The next week he spent the week contacting me and apologizing, to which I didn't want to hear it. Finally he showed up at my house and apologized, admitted he was an ass and a jerk and said he was going to try harder etc. So stupid me, I believed him.

 

A few days went by and things were fine but then old patterns started coming back. THEN I invited him to an event that was very important to me and he ended up coming... we had a great time at the event for the most part, then when we got back to my place we came in and were laying in my bed cuddling... I was being very loving towards him like squeezing him, kissing his cheeks, and stroking his hair telling him I'm glad he was there. He just laid there with his eyes closed... ALL OF A SUDDEN he literally flips out. Literally out of no where he starts pointing out like every perceived negative thing about me possible. (Most of them work performance related because we work together) Some of them were extremely exaggerated etc.
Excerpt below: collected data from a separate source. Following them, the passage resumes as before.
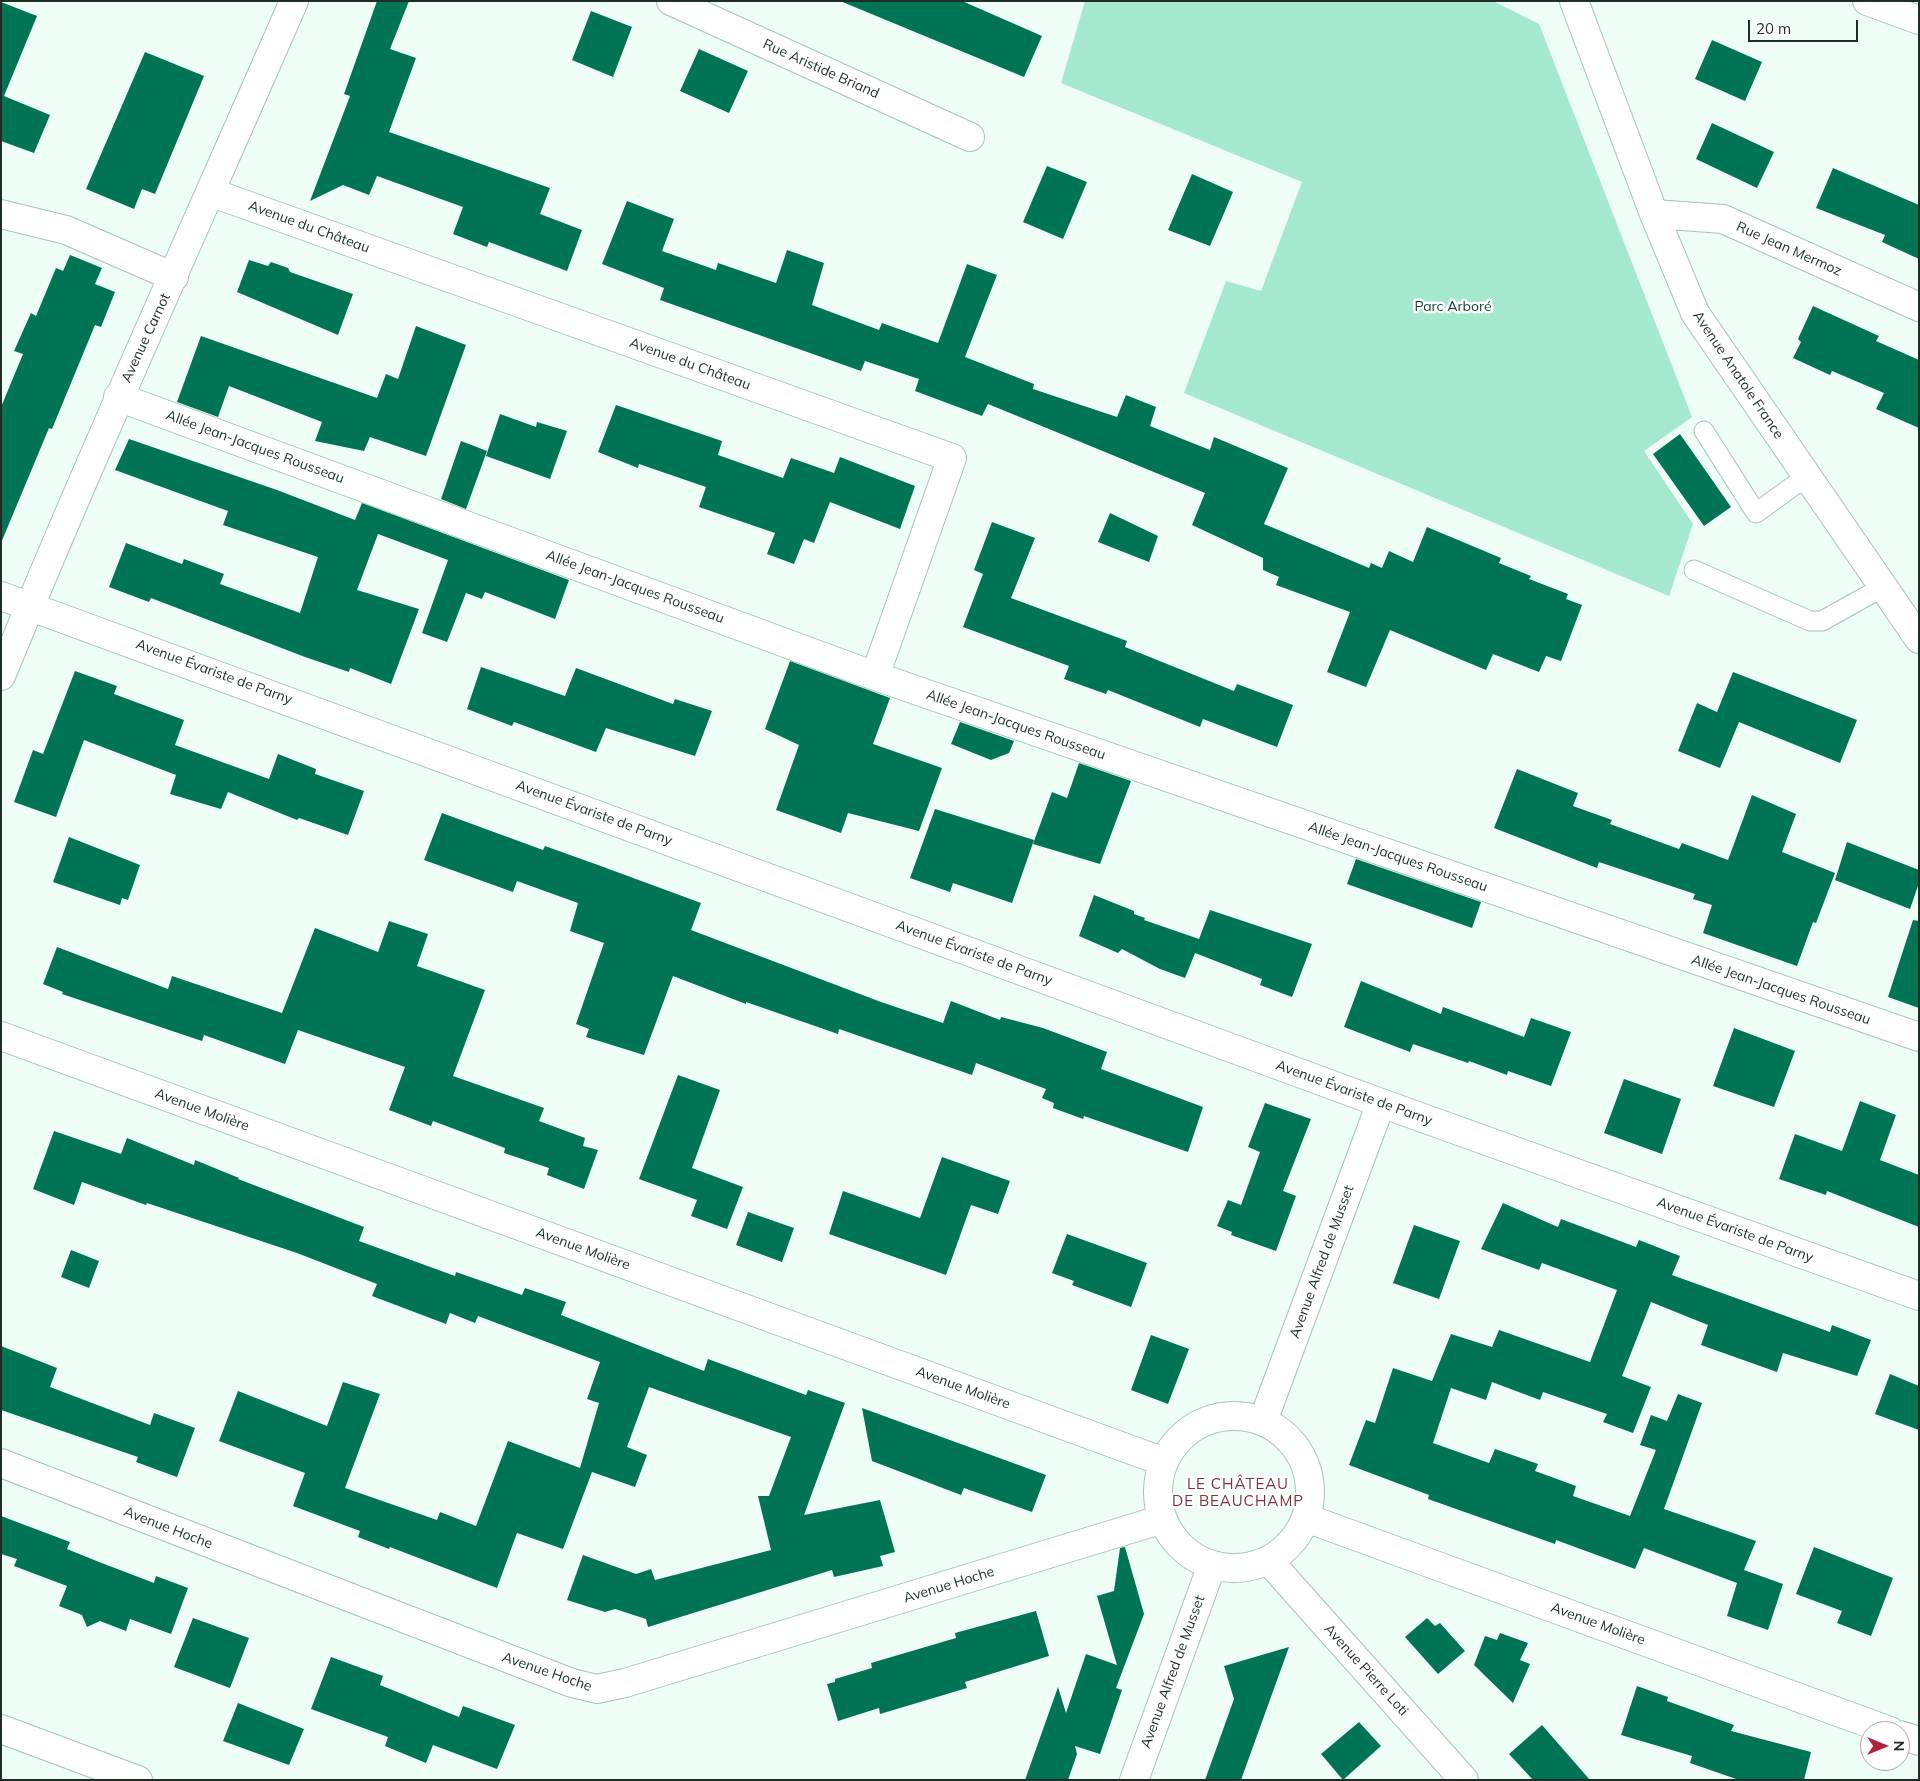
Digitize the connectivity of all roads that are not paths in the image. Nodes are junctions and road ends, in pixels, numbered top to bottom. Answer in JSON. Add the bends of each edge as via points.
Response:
{"nodes":[{"id":1,"x":294,"y":1,"type":"edge"},
{"id":2,"x":671,"y":1,"type":"edge"},
{"id":3,"x":1574,"y":1,"type":"edge"},
{"id":4,"x":1867,"y":1,"type":"edge"},
{"id":5,"x":1919,"y":20,"type":"edge"},
{"id":6,"x":970,"y":137,"type":"dead end"},
{"id":7,"x":210,"y":192,"type":"junction"},
{"id":8,"x":1,"y":214,"type":"edge"},
{"id":9,"x":1654,"y":214,"type":"junction"},
{"id":10,"x":174,"y":277,"type":"junction"},
{"id":11,"x":1919,"y":307,"type":"edge"},
{"id":12,"x":118,"y":397,"type":"junction"},
{"id":13,"x":1704,"y":431,"type":"dead end"},
{"id":14,"x":1807,"y":476,"type":"junction"},
{"id":15,"x":1694,"y":570,"type":"dead end"},
{"id":16,"x":1883,"y":587,"type":"junction"},
{"id":17,"x":1,"y":596,"type":"edge"},
{"id":18,"x":30,"y":606,"type":"junction"},
{"id":19,"x":1919,"y":639,"type":"edge"},
{"id":20,"x":1,"y":676,"type":"edge"},
{"id":21,"x":875,"y":676,"type":"junction"},
{"id":22,"x":1,"y":1036,"type":"edge"},
{"id":23,"x":1919,"y":1037,"type":"edge"},
{"id":24,"x":1381,"y":1103,"type":"junction"},
{"id":25,"x":1919,"y":1296,"type":"edge"},
{"id":26,"x":1263,"y":1421,"type":"junction"},
{"id":27,"x":1164,"y":1462,"type":"junction"},
{"id":28,"x":1,"y":1463,"type":"edge"},
{"id":29,"x":1306,"y":1518,"type":"junction"},
{"id":30,"x":1163,"y":1519,"type":"junction"},
{"id":31,"x":1268,"y":1560,"type":"junction"},
{"id":32,"x":1212,"y":1565,"type":"junction"},
{"id":33,"x":1863,"y":1721,"type":"edge"},
{"id":34,"x":1,"y":1729,"type":"edge"},
{"id":35,"x":138,"y":1780,"type":"edge"},
{"id":36,"x":1134,"y":1780,"type":"edge"},
{"id":37,"x":1464,"y":1780,"type":"edge"}],
"edges":[{"from":1,"to":7,"type":"street","name":"Avenue Carnot"},
{"from":2,"to":6,"type":"street","name":"Rue Aristide Briand"},
{"from":3,"to":9,"type":"street","name":"Avenue Anatole France"},
{"from":4,"to":5,"type":"street"},
{"from":7,"to":10,"type":"street","name":"Avenue Carnot"},
{"from":7,"to":21,"type":"street","name":"Avenue du Château","via":[[952,458]]},
{"from":8,"to":10,"type":"street","via":[[66,230]]},
{"from":9,"to":11,"type":"street","name":"Rue Jean Mermoz","via":[[1723,219]]},
{"from":9,"to":14,"type":"street","name":"Avenue Anatole France","via":[[1695,313]]},
{"from":10,"to":12,"type":"street","name":"Avenue Carnot"},
{"from":12,"to":18,"type":"street","name":"Avenue Carnot"},
{"from":12,"to":21,"type":"street","name":"Allée Jean-Jacques Rousseau"},
{"from":13,"to":14,"type":"lane","via":[[1756,513]]},
{"from":14,"to":16,"type":"street","name":"Avenue Anatole France"},
{"from":15,"to":16,"type":"lane","via":[[1810,621],[1822,620]]},
{"from":16,"to":19,"type":"street","name":"Avenue Anatole France"},
{"from":17,"to":18,"type":"street","name":"Avenue Évariste de Parny"},
{"from":18,"to":20,"type":"street","name":"Avenue Carnot"},
{"from":18,"to":24,"type":"street","name":"Avenue Évariste de Parny"},
{"from":21,"to":23,"type":"street","name":"Allée Jean-Jacques Rousseau"},
{"from":22,"to":27,"type":"street","name":"Avenue Molière"},
{"from":24,"to":25,"type":"street","name":"Avenue Évariste de Parny"},
{"from":24,"to":26,"type":"street","name":"Avenue Alfred de Musset"},
{"from":26,"to":27,"type":"street","via":[[1240,1415],[1216,1417],[1195,1426],[1177,1442]]},
{"from":26,"to":29,"type":"street","via":[[1283,1433],[1299,1450],[1308,1472],[1311,1495]]},
{"from":27,"to":30,"type":"street","via":[[1159,1481]]},
{"from":28,"to":30,"type":"street","name":"Avenue Hoche","via":[[572,1683],[597,1689]]},
{"from":29,"to":31,"type":"street","via":[[1298,1535],[1285,1550]]},
{"from":29,"to":33,"type":"street","name":"Avenue Molière"},
{"from":30,"to":32,"type":"street","via":[[1174,1540],[1191,1555]]},
{"from":31,"to":32,"type":"street","via":[[1250,1567]]},
{"from":31,"to":37,"type":"street","name":"Avenue Pierre Loti"},
{"from":32,"to":36,"type":"street","name":"Avenue Alfred de Musset"},
{"from":34,"to":35,"type":"street"}]}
I was literally in shock... Then when I calmly was like "I honestly don't know what you're talking about" he flipped out even more that I'm blind and can't see my behavior etc. then when I tried to defend myself he got even more mad and left.

 

After he tried to call me 5 times but I didnt answer. The next day I texted him and was really upset and confused. He pretty much blamed me for not understanding and said "I hate that I like you so much" and that were at a dead end.

 

I don't even know what happened or what to do at this point...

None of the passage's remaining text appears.